= PROBLEM =
Please return every line of the records below that holds the word "Bypass".

= INFORMATION SUPPLIED =
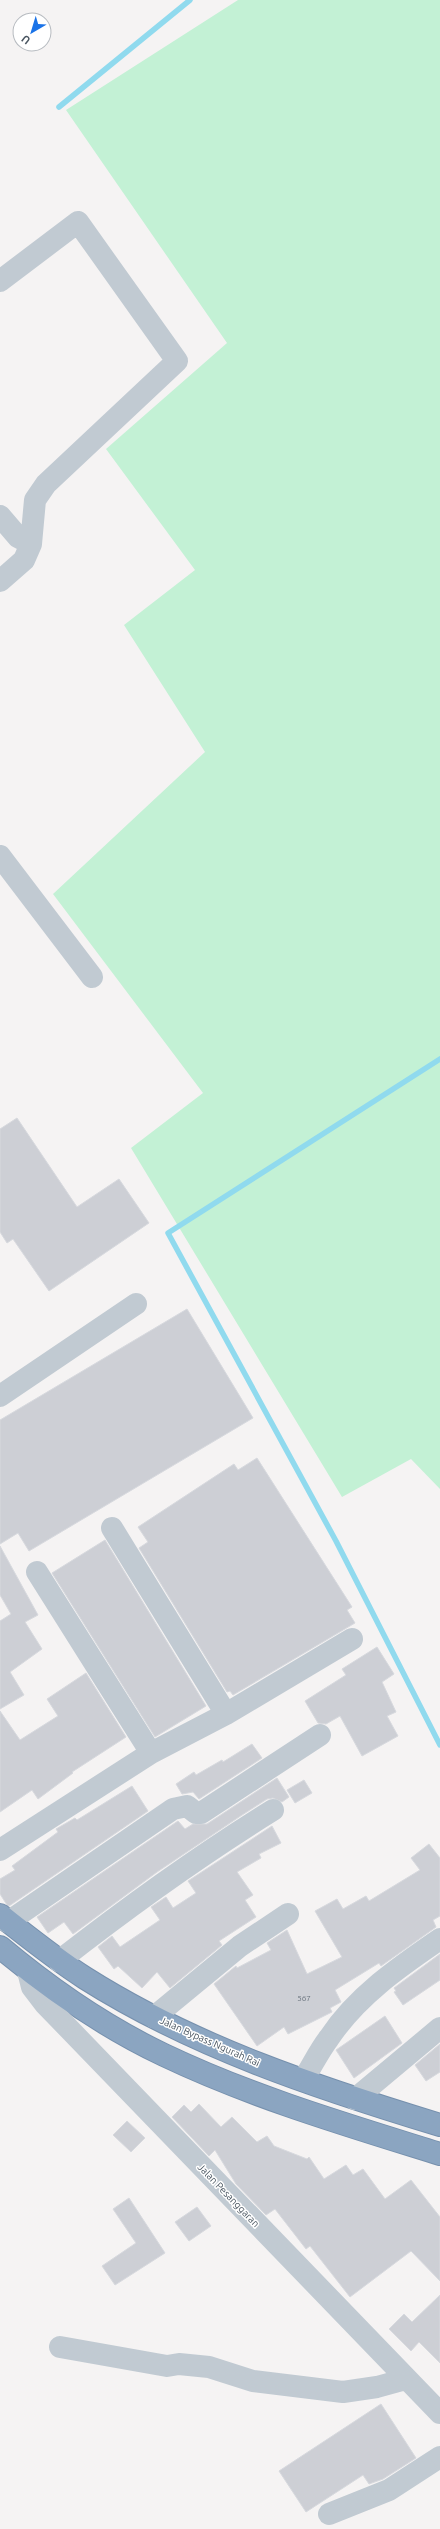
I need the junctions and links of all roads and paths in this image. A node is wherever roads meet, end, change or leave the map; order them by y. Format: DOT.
graph roads {
  1 [pos="0,281"];
  2 [pos="0,516"];
  3 [pos="31,544"];
  4 [pos="0,581"];
  5 [pos="0,856"];
  6 [pos="92,976"];
  7 [pos="136,1304"];
  8 [pos="0,1396"];
  9 [pos="112,1528"];
  10 [pos="37,1572"];
  11 [pos="352,1639"];
  12 [pos="226,1714"];
  13 [pos="320,1735"];
  14 [pos="151,1753"];
  15 [pos="273,1810"];
  16 [pos="0,1850"];
  17 [pos="288,1914"];
  18 [pos="4,1918"];
  19 [pos="440,1939"];
  20 [pos="0,1947"];
  21 [pos="59,1960"];
  22 [pos="28,1971"];
  23 [pos="154,2017"];
  24 [pos="440,2028"];
  25 [pos="303,2080"];
  26 [pos="355,2099"];
  27 [pos="440,2125"];
  28 [pos="440,2154"];
  29 [pos="60,2347"];
  30 [pos="406,2378"];
  31 [pos="440,2413"];
  32 [pos="440,2457"];
  33 [pos="329,2514"];
  1 -- 3 [label="street"];
  2 -- 3 [label="street"];
  3 -- 4 [label="street"];
  5 -- 6 [label="street"];
  7 -- 8 [label="street"];
  9 -- 12 [label="street"];
  10 -- 14 [label="street"];
  11 -- 12 [label="street"];
  12 -- 14 [label="street"];
  13 -- 18 [label="street"];
  14 -- 16 [label="street"];
  15 -- 21 [label="street"];
  17 -- 23 [label="street"];
  18 -- 21 [label="highway, Jalan Bypass Ngurah Rai"];
  19 -- 25 [label="street"];
  20 -- 22 [label="highway"];
  21 -- 23 [label="highway, Jalan Bypass Ngurah Rai"];
  22 -- 28 [label="highway"];
  22 -- 30 [label="street, Jalan Pesanggaran"];
  23 -- 25 [label="highway, Jalan Bypass Ngurah Rai"];
  24 -- 26 [label="street"];
  25 -- 26 [label="highway, Jalan Bypass Ngurah Rai"];
  26 -- 27 [label="highway, Jalan Bypass Ngurah Rai"];
  29 -- 30 [label="street"];
  30 -- 31 [label="street, Jalan Pesanggaran"];
  32 -- 33 [label="street"];
}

= WRITTEN SOLUTION =
  18 -- 21 [label="highway, Jalan Bypass Ngurah Rai"];
  21 -- 23 [label="highway, Jalan Bypass Ngurah Rai"];
  23 -- 25 [label="highway, Jalan Bypass Ngurah Rai"];
  25 -- 26 [label="highway, Jalan Bypass Ngurah Rai"];
  26 -- 27 [label="highway, Jalan Bypass Ngurah Rai"];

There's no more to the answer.